Traditionally, the courts have held that physicians who staff emergency rooms are independent contractors unless the hospital and the physicians have entered into an explicit contract of employment. This left the patient who was injured by an emergency room physician without any remedy from the hospital. Since this situation evolved during the period in which the charitable immunity doctrine prevented the patient from suing the hospital, it was to the patient's legal benefit to have the emergency room physician considered an independent contractor. However, the same changes in health care delivery that led to the creation of hospital liability for the actions of nurses have led the courts in many states to review the legal status of emergency room physicians.

The emergency room in most hospitals has now become a general ambulatory care center. Many people no longer have a "family doctor." These people usually go to an emergency room when they are in need of medical care, rather than attempt to see a private physician in an office. The emergency room has become big business, and many hospitals use it as a drawing card for increasing the number of inpatient admissions. This can be very important for a hospital with a low census.

The growing important of the emergency room to a hospital's financial condition, combined with the demise of the charitable immunity doctrine, has prompted several courts to review the wisdom of treating emergency room physicians as independent contractors.
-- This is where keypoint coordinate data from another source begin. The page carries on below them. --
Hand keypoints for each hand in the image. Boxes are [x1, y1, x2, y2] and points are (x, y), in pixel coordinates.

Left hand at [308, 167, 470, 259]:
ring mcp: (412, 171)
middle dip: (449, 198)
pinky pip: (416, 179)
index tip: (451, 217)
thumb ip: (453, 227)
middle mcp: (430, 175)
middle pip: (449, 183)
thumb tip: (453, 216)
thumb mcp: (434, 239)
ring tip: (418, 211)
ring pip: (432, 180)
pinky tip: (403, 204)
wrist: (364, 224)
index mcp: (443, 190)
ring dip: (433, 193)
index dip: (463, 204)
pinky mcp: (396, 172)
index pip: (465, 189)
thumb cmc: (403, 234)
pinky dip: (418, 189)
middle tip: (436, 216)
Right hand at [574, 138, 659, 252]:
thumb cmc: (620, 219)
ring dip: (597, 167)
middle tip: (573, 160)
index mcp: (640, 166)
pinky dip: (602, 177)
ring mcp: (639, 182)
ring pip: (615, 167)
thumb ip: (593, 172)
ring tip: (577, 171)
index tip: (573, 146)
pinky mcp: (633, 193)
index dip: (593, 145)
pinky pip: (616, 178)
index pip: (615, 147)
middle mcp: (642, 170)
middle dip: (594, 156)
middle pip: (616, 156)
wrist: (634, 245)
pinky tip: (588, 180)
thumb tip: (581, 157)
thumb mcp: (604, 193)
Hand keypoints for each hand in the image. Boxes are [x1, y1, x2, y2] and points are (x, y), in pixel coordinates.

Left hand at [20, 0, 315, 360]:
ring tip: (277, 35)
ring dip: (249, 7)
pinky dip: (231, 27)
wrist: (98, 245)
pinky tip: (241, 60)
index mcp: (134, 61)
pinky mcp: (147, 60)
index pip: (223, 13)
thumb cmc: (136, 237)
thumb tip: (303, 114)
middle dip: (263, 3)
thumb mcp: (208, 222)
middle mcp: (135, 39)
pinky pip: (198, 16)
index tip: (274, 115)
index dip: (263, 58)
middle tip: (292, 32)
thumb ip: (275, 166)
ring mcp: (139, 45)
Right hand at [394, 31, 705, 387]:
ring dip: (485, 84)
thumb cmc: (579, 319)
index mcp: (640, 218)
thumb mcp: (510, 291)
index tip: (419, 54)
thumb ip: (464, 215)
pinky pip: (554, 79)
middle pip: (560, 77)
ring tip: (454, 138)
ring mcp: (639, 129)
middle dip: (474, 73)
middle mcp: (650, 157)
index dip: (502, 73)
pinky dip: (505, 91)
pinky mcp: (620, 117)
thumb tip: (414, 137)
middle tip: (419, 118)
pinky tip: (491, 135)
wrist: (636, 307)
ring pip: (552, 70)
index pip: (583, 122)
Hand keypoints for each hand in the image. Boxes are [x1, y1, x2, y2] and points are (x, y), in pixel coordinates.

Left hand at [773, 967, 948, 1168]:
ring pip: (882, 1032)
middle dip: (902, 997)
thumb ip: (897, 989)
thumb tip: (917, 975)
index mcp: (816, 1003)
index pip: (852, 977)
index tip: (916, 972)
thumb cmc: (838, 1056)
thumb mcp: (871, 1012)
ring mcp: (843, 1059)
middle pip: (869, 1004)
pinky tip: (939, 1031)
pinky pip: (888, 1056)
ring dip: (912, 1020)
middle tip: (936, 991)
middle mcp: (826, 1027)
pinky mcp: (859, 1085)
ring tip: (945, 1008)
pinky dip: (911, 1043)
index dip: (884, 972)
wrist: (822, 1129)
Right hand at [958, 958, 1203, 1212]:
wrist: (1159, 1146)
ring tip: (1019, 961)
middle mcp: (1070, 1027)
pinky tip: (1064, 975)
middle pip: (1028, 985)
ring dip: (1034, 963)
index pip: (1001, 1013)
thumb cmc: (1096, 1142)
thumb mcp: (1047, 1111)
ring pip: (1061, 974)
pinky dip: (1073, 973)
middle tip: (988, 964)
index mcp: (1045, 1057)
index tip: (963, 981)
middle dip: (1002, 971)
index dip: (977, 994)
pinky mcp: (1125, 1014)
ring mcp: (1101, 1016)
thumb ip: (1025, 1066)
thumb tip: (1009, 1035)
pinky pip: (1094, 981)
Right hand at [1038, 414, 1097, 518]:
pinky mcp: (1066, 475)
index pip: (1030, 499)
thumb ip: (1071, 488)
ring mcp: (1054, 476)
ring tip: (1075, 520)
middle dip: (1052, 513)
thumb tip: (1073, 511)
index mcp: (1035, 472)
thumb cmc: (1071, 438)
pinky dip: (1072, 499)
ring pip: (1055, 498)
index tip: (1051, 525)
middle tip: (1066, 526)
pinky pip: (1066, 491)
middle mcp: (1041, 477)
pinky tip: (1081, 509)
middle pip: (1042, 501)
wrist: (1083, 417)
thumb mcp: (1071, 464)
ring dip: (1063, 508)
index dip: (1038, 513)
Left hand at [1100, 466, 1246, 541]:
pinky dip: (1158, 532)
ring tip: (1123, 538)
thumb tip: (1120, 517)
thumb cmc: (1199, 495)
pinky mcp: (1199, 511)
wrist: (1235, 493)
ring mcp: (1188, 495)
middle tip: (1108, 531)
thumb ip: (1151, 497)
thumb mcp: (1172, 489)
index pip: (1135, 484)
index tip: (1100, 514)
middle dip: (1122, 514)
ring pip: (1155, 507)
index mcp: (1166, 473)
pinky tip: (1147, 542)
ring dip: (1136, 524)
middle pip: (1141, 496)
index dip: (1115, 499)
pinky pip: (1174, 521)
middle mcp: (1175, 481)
In these cases, courts have attempted to balance the benefit of the emergency room to the hospital with the harm to the patient in not being able to hold the hospital liable for the action of the emergency room physician. The courts have reasoned that the hospital should not be able to benefit from the good will generated by the emergency room without sharing in its liabilities. While the courts are not interfering with the physician's right to be treated as an independent contractor by the hospital, they are holding that the patient, who knows nothing of these hidden agreements, cannot be denied recourse against the hospital because of the agreements.